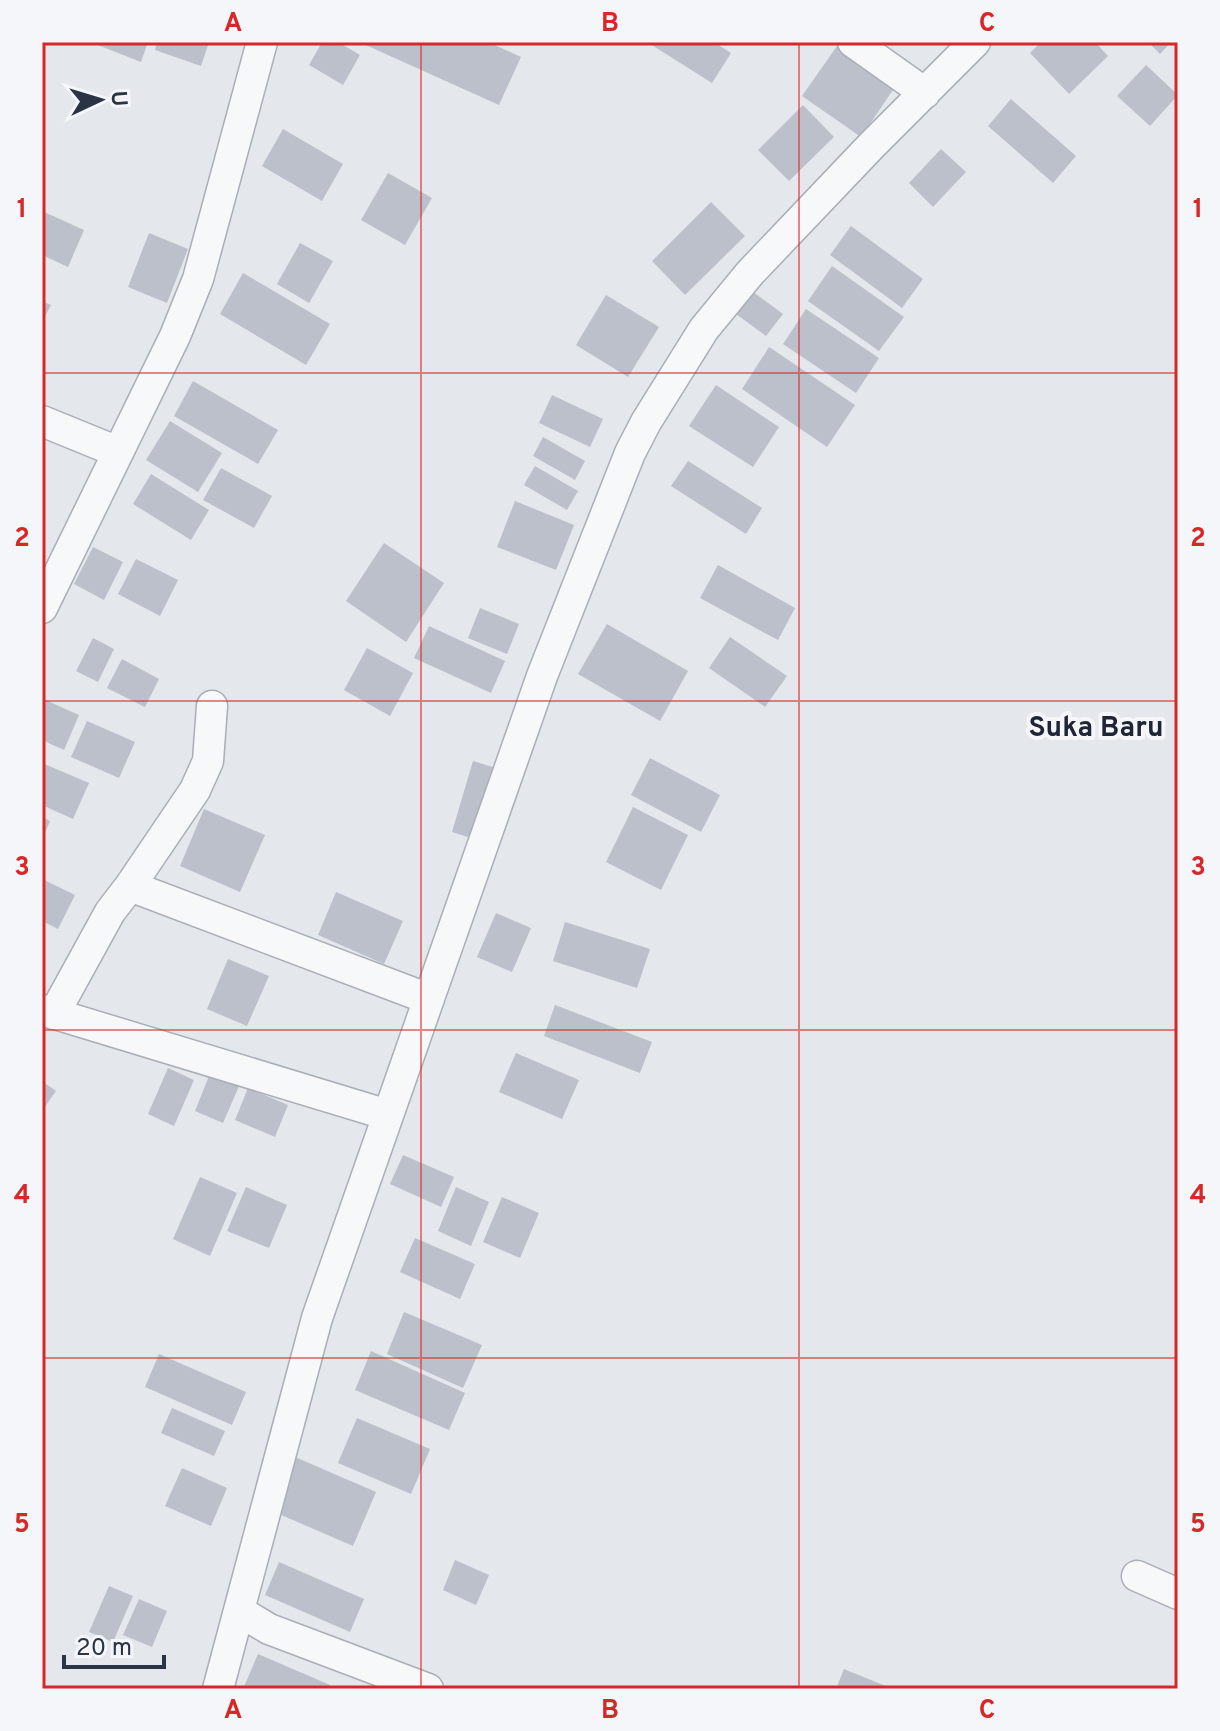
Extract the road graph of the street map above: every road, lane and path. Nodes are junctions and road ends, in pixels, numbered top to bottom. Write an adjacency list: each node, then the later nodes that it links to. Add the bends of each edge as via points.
1 (262, 42): 6 (street, via 198,279)
2 (853, 42): 4 (street)
3 (975, 42): 4 (street)
4 (925, 93): 10 (street, via 750,273 704,329 646,422 542,676)
5 (42, 421): 6 (street)
6 (118, 452): 7 (street)
7 (42, 608)
8 (212, 706): 9 (street, via 208,761 195,790)
9 (130, 886): 10 (street); 11 (street)
10 (429, 999): 12 (street)
11 (48, 1012): 12 (street)
12 (388, 1115): 15 (street, via 317,1318)
13 (1137, 1576): 14 (street)
14 (1178, 1594)
15 (239, 1611): 16 (street); 17 (street, via 269,1629)
16 (218, 1689)
17 (428, 1689)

* * * *

→ **Work required**: Reproduce the complete set of records verbatim and omit the pictures.

→ **Answer section**:
Extract the road graph of the street map above: every road, lane and path. Nodes are junctions and road ends, in pixels, numbered top to bottom. Write an adjacency list: each node, then the later nodes that it links to. Add the bends of each edge as via points.
1 (262, 42): 6 (street, via 198,279)
2 (853, 42): 4 (street)
3 (975, 42): 4 (street)
4 (925, 93): 10 (street, via 750,273 704,329 646,422 542,676)
5 (42, 421): 6 (street)
6 (118, 452): 7 (street)
7 (42, 608)
8 (212, 706): 9 (street, via 208,761 195,790)
9 (130, 886): 10 (street); 11 (street)
10 (429, 999): 12 (street)
11 (48, 1012): 12 (street)
12 (388, 1115): 15 (street, via 317,1318)
13 (1137, 1576): 14 (street)
14 (1178, 1594)
15 (239, 1611): 16 (street); 17 (street, via 269,1629)
16 (218, 1689)
17 (428, 1689)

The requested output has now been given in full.